Dans "Pèpé", le lecteur préférera retenir la mise en lumière progressive d'une franc-maçonnerie imparfaite mais globalement soudée, menant ses tenues dans une ambiance oscillant entre discipline et moments bon enfant, et sa capacité à développer, sur le terrain et en coulisses, une solidarité active sans faille qui mènera Pèpé en Patagonie. Pourquoi là-bas? "Et pourquoi pas!", répondent invariablement Pèpé et ceux qui soutiennent ce témoin gênant d'un crime.
Passé pas simple
L'écrivain entretient un flou par rapport à la temporalité et à la géographie de son récit. On imagine qu'il se déroule au milan du vingtième siècle, sans doute dans une Loire réinventée où l'on parle quand même de "babets", à en croire le mode de vie des gens: téléphones fixes, voyages en bus, relative libéralité face à l'alcool, police peu disciplinée et davantage soucieuse de hiérarchies que de justice sociale. L'auteur cite aussi des chansons d'antan qui marquent l'époque.
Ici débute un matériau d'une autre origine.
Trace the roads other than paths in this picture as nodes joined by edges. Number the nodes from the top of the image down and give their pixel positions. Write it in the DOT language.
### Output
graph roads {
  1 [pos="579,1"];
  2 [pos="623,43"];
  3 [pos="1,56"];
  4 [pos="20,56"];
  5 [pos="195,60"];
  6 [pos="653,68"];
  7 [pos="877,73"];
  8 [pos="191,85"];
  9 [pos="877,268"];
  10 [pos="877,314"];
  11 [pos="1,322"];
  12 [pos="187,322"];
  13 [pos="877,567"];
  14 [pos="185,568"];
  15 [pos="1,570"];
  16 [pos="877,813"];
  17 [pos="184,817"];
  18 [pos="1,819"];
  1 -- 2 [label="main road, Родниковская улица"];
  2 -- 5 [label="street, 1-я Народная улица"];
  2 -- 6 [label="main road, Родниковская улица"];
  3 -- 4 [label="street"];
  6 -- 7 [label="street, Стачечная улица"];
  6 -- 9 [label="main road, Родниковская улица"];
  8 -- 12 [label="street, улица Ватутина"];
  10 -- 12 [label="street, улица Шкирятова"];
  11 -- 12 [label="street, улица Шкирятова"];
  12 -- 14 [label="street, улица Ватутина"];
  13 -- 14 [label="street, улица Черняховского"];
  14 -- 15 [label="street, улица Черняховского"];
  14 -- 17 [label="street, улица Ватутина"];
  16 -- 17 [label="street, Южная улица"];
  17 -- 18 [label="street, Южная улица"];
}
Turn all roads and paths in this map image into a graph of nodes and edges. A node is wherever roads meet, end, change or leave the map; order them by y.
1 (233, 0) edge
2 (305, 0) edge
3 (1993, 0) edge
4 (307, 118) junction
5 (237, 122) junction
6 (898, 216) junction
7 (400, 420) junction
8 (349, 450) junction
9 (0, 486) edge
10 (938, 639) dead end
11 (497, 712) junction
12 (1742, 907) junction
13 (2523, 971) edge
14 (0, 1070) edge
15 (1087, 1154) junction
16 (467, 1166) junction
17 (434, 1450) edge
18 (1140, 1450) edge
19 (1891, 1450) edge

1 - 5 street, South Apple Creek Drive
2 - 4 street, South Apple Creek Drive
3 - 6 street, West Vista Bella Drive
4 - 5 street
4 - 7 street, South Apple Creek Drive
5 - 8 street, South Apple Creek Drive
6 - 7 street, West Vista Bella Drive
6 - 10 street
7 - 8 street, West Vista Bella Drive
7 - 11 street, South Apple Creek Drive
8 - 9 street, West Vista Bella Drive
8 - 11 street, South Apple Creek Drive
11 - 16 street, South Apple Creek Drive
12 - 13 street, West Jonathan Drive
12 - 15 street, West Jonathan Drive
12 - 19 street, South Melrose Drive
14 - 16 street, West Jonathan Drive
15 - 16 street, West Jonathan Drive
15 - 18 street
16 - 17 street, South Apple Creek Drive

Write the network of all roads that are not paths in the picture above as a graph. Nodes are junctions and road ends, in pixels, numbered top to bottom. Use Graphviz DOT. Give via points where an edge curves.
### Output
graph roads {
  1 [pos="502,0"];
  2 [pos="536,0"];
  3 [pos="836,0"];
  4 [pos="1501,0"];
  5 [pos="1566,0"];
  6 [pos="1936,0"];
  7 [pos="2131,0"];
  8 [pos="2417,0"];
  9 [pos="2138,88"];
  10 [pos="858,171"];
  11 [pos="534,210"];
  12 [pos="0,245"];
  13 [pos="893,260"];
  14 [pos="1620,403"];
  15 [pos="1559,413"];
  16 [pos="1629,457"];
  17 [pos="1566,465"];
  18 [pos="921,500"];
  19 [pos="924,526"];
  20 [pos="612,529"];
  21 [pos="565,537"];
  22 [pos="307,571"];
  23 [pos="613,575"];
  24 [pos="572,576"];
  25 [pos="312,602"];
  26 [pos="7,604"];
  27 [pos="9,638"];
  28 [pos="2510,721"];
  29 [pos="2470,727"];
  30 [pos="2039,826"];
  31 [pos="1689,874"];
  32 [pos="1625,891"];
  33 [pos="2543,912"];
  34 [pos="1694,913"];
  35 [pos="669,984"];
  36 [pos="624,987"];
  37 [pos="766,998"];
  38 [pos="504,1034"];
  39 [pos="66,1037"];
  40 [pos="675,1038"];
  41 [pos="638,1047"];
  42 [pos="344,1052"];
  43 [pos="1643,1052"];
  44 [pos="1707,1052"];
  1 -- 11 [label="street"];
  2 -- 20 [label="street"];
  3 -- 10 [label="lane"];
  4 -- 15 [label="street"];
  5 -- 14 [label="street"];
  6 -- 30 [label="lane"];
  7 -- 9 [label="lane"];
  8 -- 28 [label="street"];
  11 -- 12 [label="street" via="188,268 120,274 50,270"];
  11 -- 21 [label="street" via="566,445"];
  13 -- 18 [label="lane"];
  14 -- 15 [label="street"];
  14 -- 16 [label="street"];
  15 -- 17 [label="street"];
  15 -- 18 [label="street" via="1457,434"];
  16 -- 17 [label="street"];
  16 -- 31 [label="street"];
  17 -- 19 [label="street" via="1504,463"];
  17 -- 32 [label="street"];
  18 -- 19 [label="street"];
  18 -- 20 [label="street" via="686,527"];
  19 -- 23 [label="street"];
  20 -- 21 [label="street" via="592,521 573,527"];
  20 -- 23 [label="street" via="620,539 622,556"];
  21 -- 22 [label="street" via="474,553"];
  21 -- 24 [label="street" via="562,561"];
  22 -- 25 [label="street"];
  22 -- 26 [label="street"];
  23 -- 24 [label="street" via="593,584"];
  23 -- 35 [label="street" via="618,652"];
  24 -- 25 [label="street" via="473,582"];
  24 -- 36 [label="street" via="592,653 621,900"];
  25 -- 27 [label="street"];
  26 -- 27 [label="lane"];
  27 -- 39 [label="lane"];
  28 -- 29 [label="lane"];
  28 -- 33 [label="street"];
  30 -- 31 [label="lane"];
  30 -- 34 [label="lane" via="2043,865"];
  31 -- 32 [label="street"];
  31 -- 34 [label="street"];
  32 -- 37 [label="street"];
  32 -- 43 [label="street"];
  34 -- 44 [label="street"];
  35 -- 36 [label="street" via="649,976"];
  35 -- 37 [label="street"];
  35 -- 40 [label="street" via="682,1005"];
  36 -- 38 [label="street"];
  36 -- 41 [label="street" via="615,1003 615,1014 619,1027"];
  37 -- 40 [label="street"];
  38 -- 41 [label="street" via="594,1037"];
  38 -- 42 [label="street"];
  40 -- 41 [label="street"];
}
Quant à l'avenir, matérialisé par un Pèpé qui revient au village de son enfance, il est marqué par la disparition des espèces pour payer, par la robotisation galopante et par une situation politique désespérante: la pire extrême-droite qui soit a gagné. Mais en face, la franc-maçonnerie tient aussi sa victoire, puisqu'elle a sauvé un homme, Pèpé. Doit-il, brimé qu'il fut lui aussi par la xénophobie ambiante, se sentir coupable de ne pas s'être davantage engagé contre le régime politique qui s'est mis en place? Nous serions mal placés pour juger.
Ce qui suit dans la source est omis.